The GeoEAS program was developed for the EPA to allow simple analysis of spatially distributed data, primarily concentrations of contaminants in soil (E. Englund and A Sparks, GEOstatistical Environmental Assessment Software. Environmental Protection Agency EPA-EMSL, Las Vegas USA, 1991. ) The original program was written for DOS (the original operating system for PC's for you youngin's), but Andy Long supports a Unix Version on his web site. Dr Long also publishes an online documentation for the program. Geo-EAS (Geostatistical Environmental Assessment Software) is a collection of interactive software tools for performing two- dimensional geostatistical analyses of spatially distributed data. Programs are provided for data file management, data transformations, univariate statistics, variogram analysis, cross validation, kriging, cokriging, post plots, and line/scatter graphs. It is a bit crude by today's standards, but it is easy to learn, free, and it works!

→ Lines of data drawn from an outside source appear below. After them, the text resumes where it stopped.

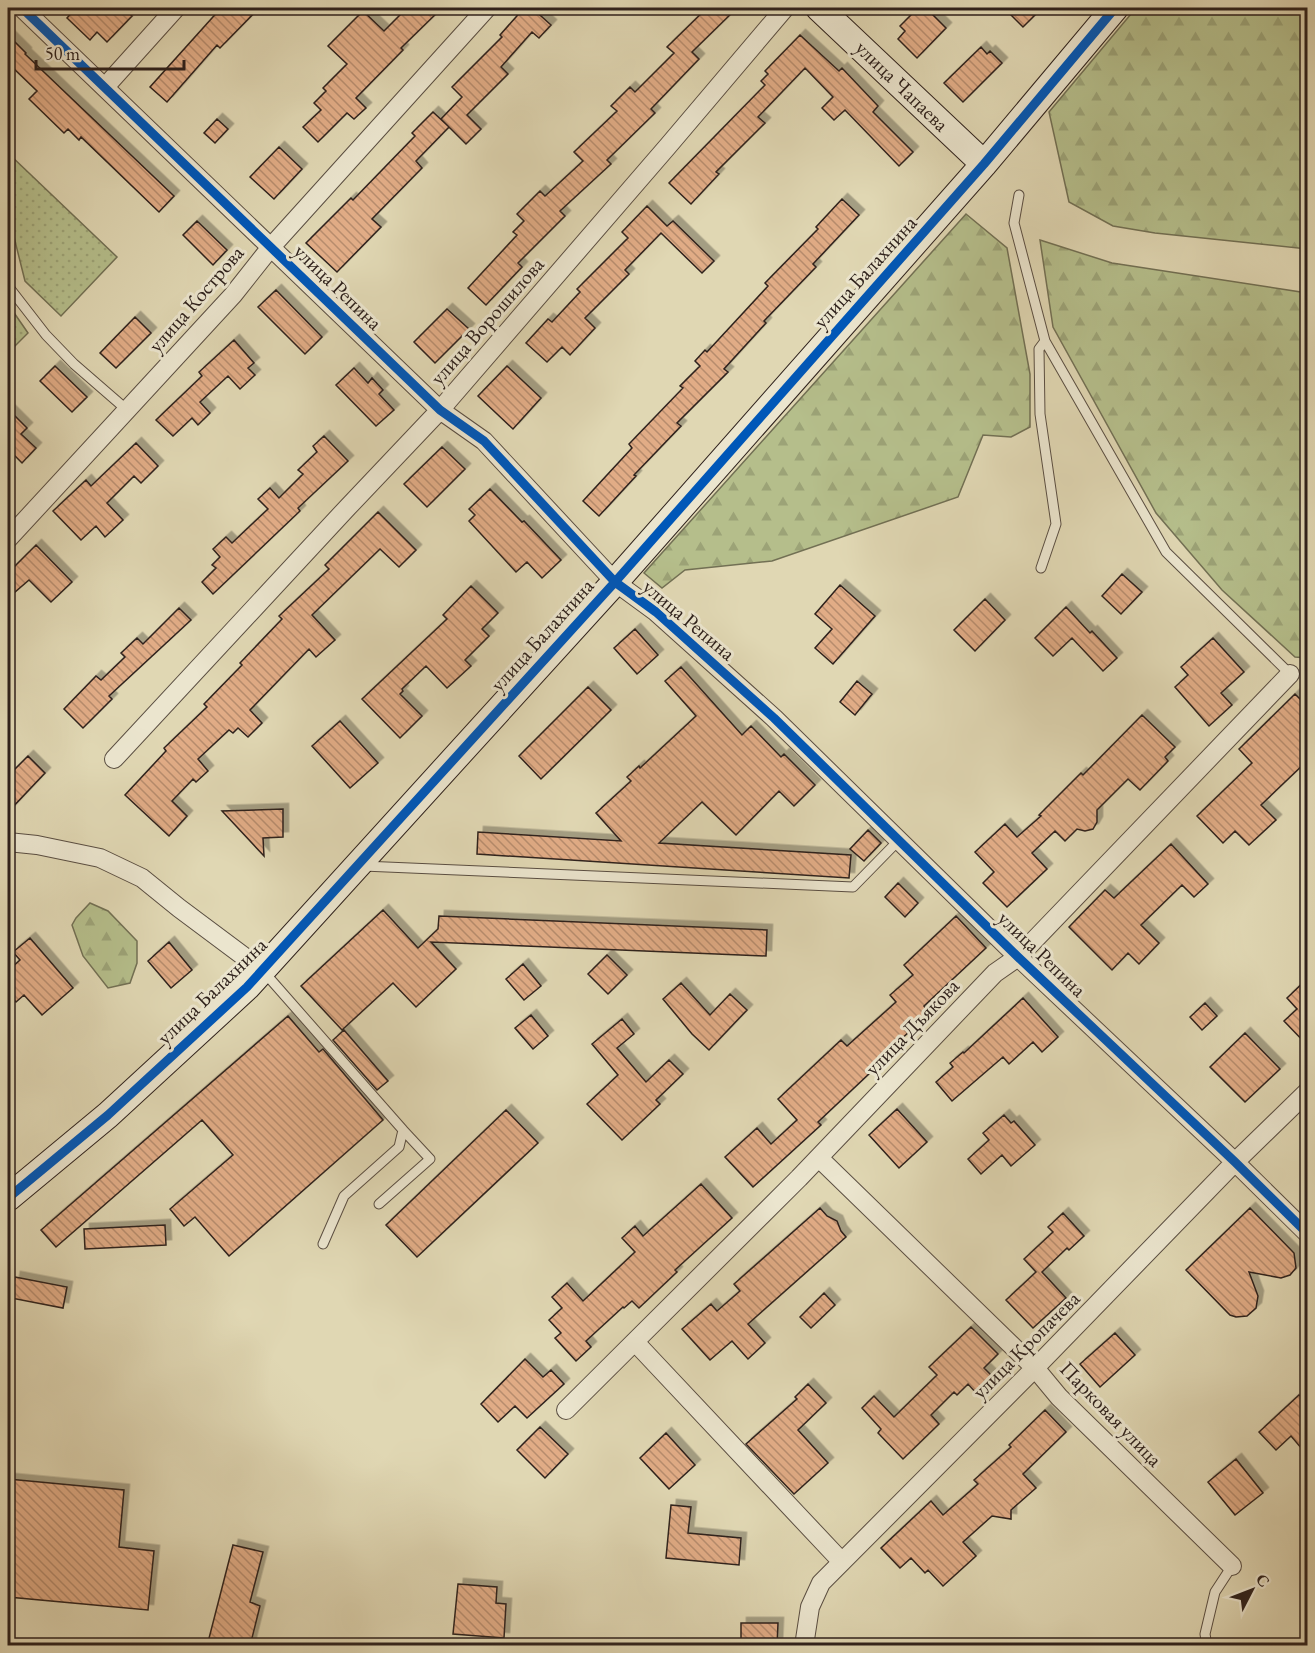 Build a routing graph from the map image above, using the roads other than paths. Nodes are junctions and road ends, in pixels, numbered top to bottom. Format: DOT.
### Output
graph roads {
  1 [pos="22,8"];
  2 [pos="176,8"];
  3 [pos="487,8"];
  4 [pos="785,8"];
  5 [pos="819,8"];
  6 [pos="1115,8"];
  7 [pos="105,87"];
  8 [pos="984,164"];
  9 [pos="1019,195"];
  10 [pos="271,247"];
  11 [pos="8,286"];
  12 [pos="1045,341"];
  13 [pos="127,410"];
  14 [pos="440,410"];
  15 [pos="8,538"];
  16 [pos="1041,568"];
  17 [pos="615,582"];
  18 [pos="1290,675"];
  19 [pos="114,759"];
  20 [pos="899,840"];
  21 [pos="8,842"];
  22 [pos="357,866"];
  23 [pos="1018,957"];
  24 [pos="262,970"];
  25 [pos="1308,1092"];
  26 [pos="403,1130"];
  27 [pos="819,1158"];
  28 [pos="1235,1162"];
  29 [pos="8,1198"];
  30 [pos="379,1204"];
  31 [pos="1308,1234"];
  32 [pos="323,1244"];
  33 [pos="635,1342"];
  34 [pos="1035,1368"];
  35 [pos="566,1410"];
  36 [pos="842,1562"];
  37 [pos="1232,1566"];
  38 [pos="804,1646"];
  39 [pos="1207,1646"];
  1 -- 7 [label="street, улица Репина"];
  2 -- 7 [label="street"];
  3 -- 10 [label="street, улица Кострова"];
  4 -- 14 [label="street, улица Ворошилова"];
  5 -- 8 [label="street, улица Чапаева"];
  6 -- 8 [label="street, улица Балахнина"];
  7 -- 10 [label="street, улица Репина"];
  8 -- 17 [label="street, улица Балахнина"];
  9 -- 12 [label="lane"];
  10 -- 13 [label="street, улица Кострова"];
  10 -- 14 [label="street, улица Репина"];
  11 -- 13 [label="lane"];
  12 -- 16 [label="lane"];
  12 -- 18 [label="lane"];
  13 -- 15 [label="street, улица Кострова"];
  14 -- 17 [label="street, улица Репина"];
  14 -- 19 [label="street, улица Ворошилова"];
  17 -- 20 [label="street, улица Репина"];
  17 -- 22 [label="street, улица Балахнина"];
  18 -- 23 [label="street, улица Дъякова"];
  20 -- 22 [label="lane"];
  20 -- 23 [label="street, улица Репина"];
  21 -- 24 [label="street"];
  22 -- 24 [label="street, улица Балахнина"];
  23 -- 27 [label="street, улица Дъякова"];
  23 -- 28 [label="street, улица Репина"];
  24 -- 26 [label="lane"];
  24 -- 29 [label="street, улица Балахнина"];
  25 -- 28 [label="street, улица Кропачева"];
  26 -- 30 [label="lane"];
  26 -- 32 [label="lane"];
  27 -- 33 [label="street, улица Дъякова"];
  27 -- 34 [label="street, Парковая улица"];
  28 -- 31 [label="street, улица Репина"];
  28 -- 34 [label="street, улица Кропачева"];
  33 -- 35 [label="street, улица Дъякова"];
  33 -- 36 [label="street"];
  34 -- 36 [label="street, улица Кропачева"];
  34 -- 37 [label="street, Парковая улица"];
  36 -- 38 [label="street, улица Кропачева"];
  37 -- 39 [label="lane, Парковая улица"];
}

Your lesson is adopted from the tutorial provided with the software and adopted by Andy Long for the Unix Version.
You will need to prepare a directory for the lesson. In your class directory create a directory called "geostat". From the like-named directory in the class directory, copy the file "example.dat" into that directory. You should have "/nsm/class/gly560/username/geostat/example.dat".
To start GeoEAS go to your geostat directory and type:
use geoeas
You should get a response like this:
Programs from which to choose:
prevar
vario
scatter
stat1
krig
xvalid
cokrig
cokval (or rn)
corres
trans
dataprep
3-d View (or geo-gobi)
After this, to run any program type:
geoeas program
where program is the program name.
The scenario for the example is that data has been acquired from analyses of 60 soil samples at a site contaminated with arsenic, cadmium, and lead. The example file you will used is called example.dat, and it contains the position of a number of samples on an X Y (Easting, Northing) coordinate system, and concentrations (in ppm). The first few lines are as follows:
Example.dat - Geostatistical Environmental Assessment Software
5
Easting feet
Northing feet
Arsenic ppm
Cadmium ppm
Lead ppm
288.0 311.0 .850 11.5 18.25
285.6 288.0 .630 8.50 30.25
273.6 269.0 1.02 7.00 20.00
280.8 249.0 1.02 10.7 19.25
First we will examine the spatial distribution of the data points, using the program "scatter." Type:
geoeas scatter
A screen should appear that tells you to "keep your mouse here". For this program, we will leave the mouse at home and use the arrows and space bars to choose options and execute functions. Your cursor should be over "Prefix". This command allows you to set the working directory for your exercise. Hit return with Prefix highlighted, and you will be able to edit the prefix dialog. Type in the directory:
/nsm/class/gly560/username/geostat/
making sure to include the last slash. Hit return and you should go back to the main menu.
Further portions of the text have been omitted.